A review by Jeff Hodges
If you want a window into the Counter-Culture of the late Sixties, read this book.
Sam Kerson’s comprehensive memoir, The Awakening of Baxter Bagley, tells the story of a ragtag group of college students from Vermont who travel to San Francisco in the wake of the Haight-Ashbury movement and the Manson killings with the intent of bringing agit-prop, infiltrative, guerilla theater to the streets of this celebrated city.
Passionate, imaginative, curious, sensitive and sensual, this cast of characters will open your mind and break your heart.

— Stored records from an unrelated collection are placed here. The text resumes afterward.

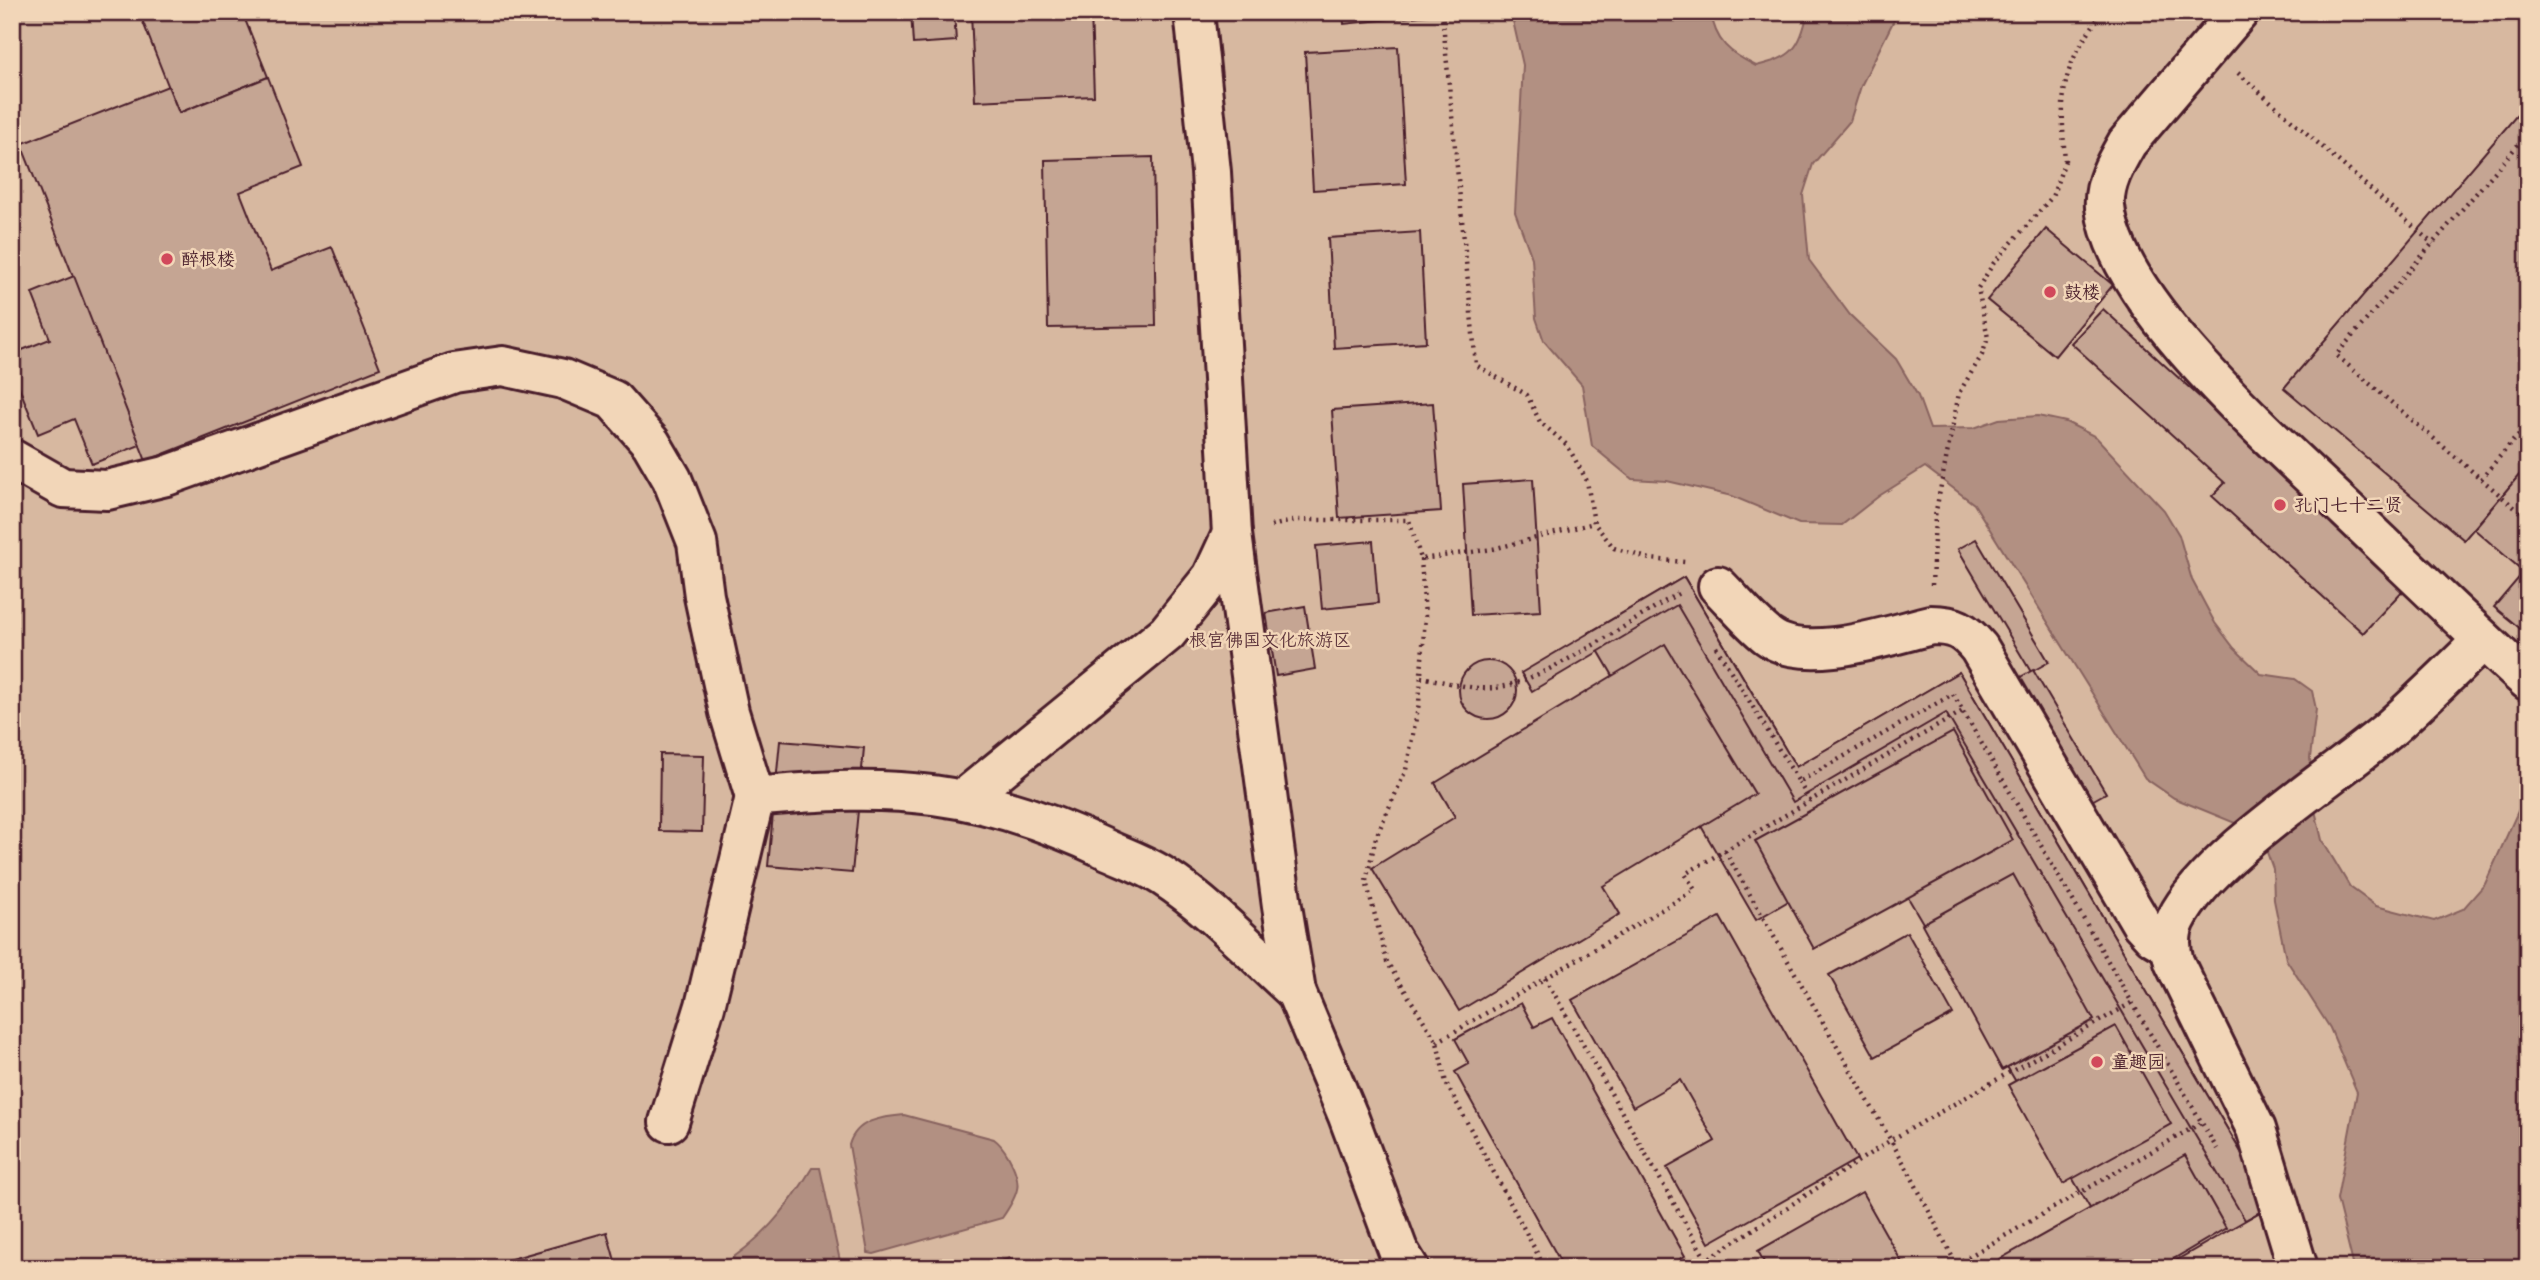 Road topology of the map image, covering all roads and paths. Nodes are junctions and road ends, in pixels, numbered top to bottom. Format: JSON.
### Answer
{"nodes":[{"id":1,"x":1194,"y":12,"type":"edge"},
{"id":2,"x":1443,"y":12,"type":"edge"},
{"id":3,"x":2103,"y":12,"type":"edge"},
{"id":4,"x":2169,"y":12,"type":"edge"},
{"id":5,"x":2239,"y":12,"type":"edge"},
{"id":6,"x":2208,"y":48,"type":"junction"},
{"id":7,"x":2528,"y":141,"type":"edge"},
{"id":8,"x":2065,"y":160,"type":"junction"},
{"id":9,"x":2106,"y":209,"type":"junction"},
{"id":10,"x":2433,"y":244,"type":"junction"},
{"id":11,"x":2528,"y":423,"type":"edge"},
{"id":12,"x":12,"y":459,"type":"edge"},
{"id":13,"x":2481,"y":479,"type":"junction"},
{"id":14,"x":2528,"y":519,"type":"edge"},
{"id":15,"x":1594,"y":523,"type":"junction"},
{"id":16,"x":1232,"y":534,"type":"junction"},
{"id":17,"x":1421,"y":559,"type":"junction"},
{"id":18,"x":1703,"y":595,"type":"junction"},
{"id":19,"x":1931,"y":625,"type":"junction"},
{"id":20,"x":1709,"y":636,"type":"dead end"},
{"id":21,"x":2483,"y":640,"type":"junction"},
{"id":22,"x":1420,"y":677,"type":"junction"},
{"id":23,"x":2528,"y":681,"type":"edge"},
{"id":24,"x":1963,"y":711,"type":"junction"},
{"id":25,"x":1799,"y":782,"type":"junction"},
{"id":26,"x":755,"y":797,"type":"junction"},
{"id":27,"x":965,"y":798,"type":"junction"},
{"id":28,"x":1810,"y":801,"type":"junction"},
{"id":29,"x":1725,"y":851,"type":"junction"},
{"id":30,"x":2170,"y":946,"type":"junction"},
{"id":31,"x":1545,"y":978,"type":"junction"},
{"id":32,"x":1296,"y":992,"type":"junction"},
{"id":33,"x":2133,"y":1002,"type":"junction"},
{"id":34,"x":1437,"y":1042,"type":"junction"},
{"id":35,"x":669,"y":1122,"type":"dead end"},
{"id":36,"x":2201,"y":1123,"type":"junction"},
{"id":37,"x":1891,"y":1140,"type":"junction"},
{"id":38,"x":2222,"y":1158,"type":"dead end"},
{"id":39,"x":1706,"y":1260,"type":"junction"},
{"id":40,"x":1957,"y":1266,"type":"edge"},
{"id":41,"x":1409,"y":1268,"type":"edge"},
{"id":42,"x":1545,"y":1268,"type":"edge"},
{"id":43,"x":1702,"y":1268,"type":"edge"},
{"id":44,"x":1711,"y":1268,"type":"edge"},
{"id":45,"x":2298,"y":1268,"type":"edge"}],
"edges":[{"from":1,"to":16,"type":"lane"},
{"from":2,"to":15,"type":"path"},
{"from":3,"to":8,"type":"path"},
{"from":4,"to":6,"type":"path"},
{"from":5,"to":6,"type":"lane"},
{"from":6,"to":9,"type":"lane"},
{"from":6,"to":10,"type":"path"},
{"from":7,"to":10,"type":"path"},
{"from":8,"to":9,"type":"path"},
{"from":8,"to":19,"type":"path"},
{"from":9,"to":21,"type":"lane"},
{"from":10,"to":13,"type":"path"},
{"from":11,"to":13,"type":"path"},
{"from":12,"to":26,"type":"lane"},
{"from":13,"to":14,"type":"path"},
{"from":15,"to":17,"type":"path"},
{"from":15,"to":18,"type":"path"},
{"from":16,"to":17,"type":"path"},
{"from":16,"to":27,"type":"lane"},
{"from":16,"to":32,"type":"lane"},
{"from":17,"to":22,"type":"path"},
{"from":18,"to":19,"type":"lane"},
{"from":18,"to":22,"type":"path"},
{"from":19,"to":30,"type":"lane"},
{"from":20,"to":25,"type":"path"},
{"from":21,"to":23,"type":"lane"},
{"from":21,"to":30,"type":"lane"},
{"from":22,"to":34,"type":"path"},
{"from":24,"to":25,"type":"path"},
{"from":24,"to":28,"type":"path"},
{"from":24,"to":33,"type":"path"},
{"from":25,"to":28,"type":"path"},
{"from":26,"to":27,"type":"lane"},
{"from":26,"to":35,"type":"lane"},
{"from":27,"to":32,"type":"lane"},
{"from":28,"to":29,"type":"path"},
{"from":29,"to":31,"type":"path"},
{"from":29,"to":37,"type":"path"},
{"from":30,"to":45,"type":"lane"},
{"from":31,"to":34,"type":"path"},
{"from":31,"to":39,"type":"path"},
{"from":32,"to":41,"type":"lane"},
{"from":33,"to":36,"type":"path"},
{"from":33,"to":37,"type":"path"},
{"from":34,"to":42,"type":"path"},
{"from":36,"to":38,"type":"path"},
{"from":36,"to":40,"type":"path"},
{"from":37,"to":39,"type":"path"},
{"from":37,"to":40,"type":"path"},
{"from":39,"to":43,"type":"path"},
{"from":39,"to":44,"type":"path"}]}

To paraphrase the blurb on the back of the book, their intent is to expose the international and racist violence unleashed by Nixon, Kissinger and Hoover, the contradictions of the degenerate social order and the destructive processes of capitalism.

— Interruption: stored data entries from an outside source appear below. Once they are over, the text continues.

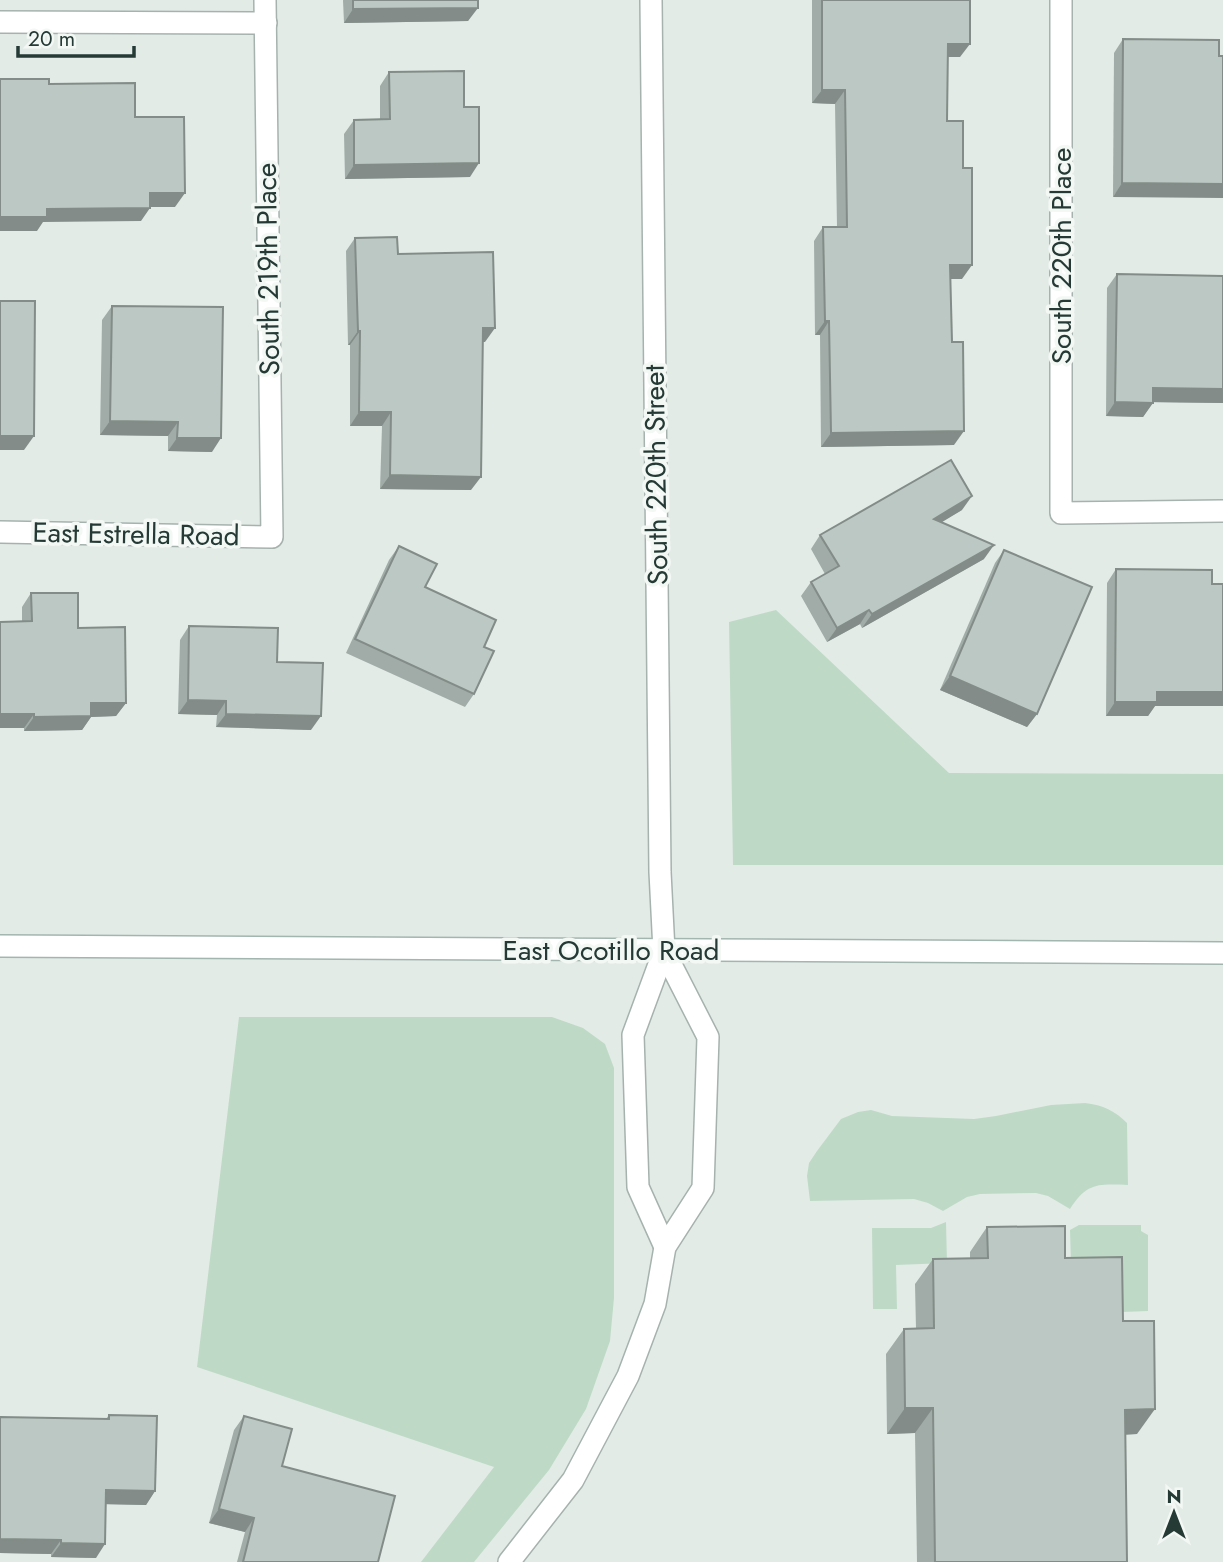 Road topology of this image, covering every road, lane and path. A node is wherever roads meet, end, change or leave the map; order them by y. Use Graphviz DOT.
graph roads {
  1 [pos="265,0"];
  2 [pos="651,0"];
  3 [pos="1061,0"];
  4 [pos="0,22"];
  5 [pos="266,23"];
  6 [pos="1223,511"];
  7 [pos="0,532"];
  8 [pos="272,537"];
  9 [pos="0,946"];
  10 [pos="664,951"];
  11 [pos="1223,953"];
  12 [pos="665,1247"];
  13 [pos="509,1562"];
  1 -- 5 [label="street, South 219th Place"];
  2 -- 10 [label="street, South 220th Street"];
  3 -- 6 [label="street, South 220th Place"];
  4 -- 5 [label="street"];
  5 -- 8 [label="street, South 219th Place"];
  7 -- 8 [label="street, East Estrella Road"];
  9 -- 10 [label="street, East Ocotillo Road"];
  10 -- 11 [label="street, East Ocotillo Road"];
  10 -- 12 [label="street, South 220th Street"];
  10 -- 12 [label="street, South 220th Street"];
  12 -- 13 [label="street, South 220th Street"];
}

And this they do to great affect—staging the theft of books from the City Lights Bookstore (with the blessing of Lawrence Ferlinghetti), bombing the Bank of America with blood, dragging a “slave” into Pier One Imports to dramatize the unfair labor practices behind the bargains and deals found there, telling true stories of rape and abuse during the showing of a movie at a porno theater, and reading the edict of the Japanese Internment to the patrons of the Japanese Cultural Center; to name just a few of their performance pieces.Their theatrical escapades end in Sausalito with the violent arrest of most of the group during a performance of Ubu Roi, Alfred Jarry’s revolutionary social satire that premiered in the late 19th century.But the book is more than a chronicle of the adventures of this innovative street theater ensemble. It is an affectionate and moving look at the lives and loves of these individuals in their late teens and early twenties who immersed themselves in their politics and personal relationships. These fully fleshed characters capture your heart with their complex and engaging experiments, performed on themselves and their compatriots, in the frustrating and frightening turmoil of the waning Sixties.Far ahead of their times, yet disturbingly evocative of the times we find ourselves inhabiting today, the adventures and the characters in The Awaking of Baxter Bagley will live on in your mind long after you have closed the cover on the last page of this remarkable and moving memoir.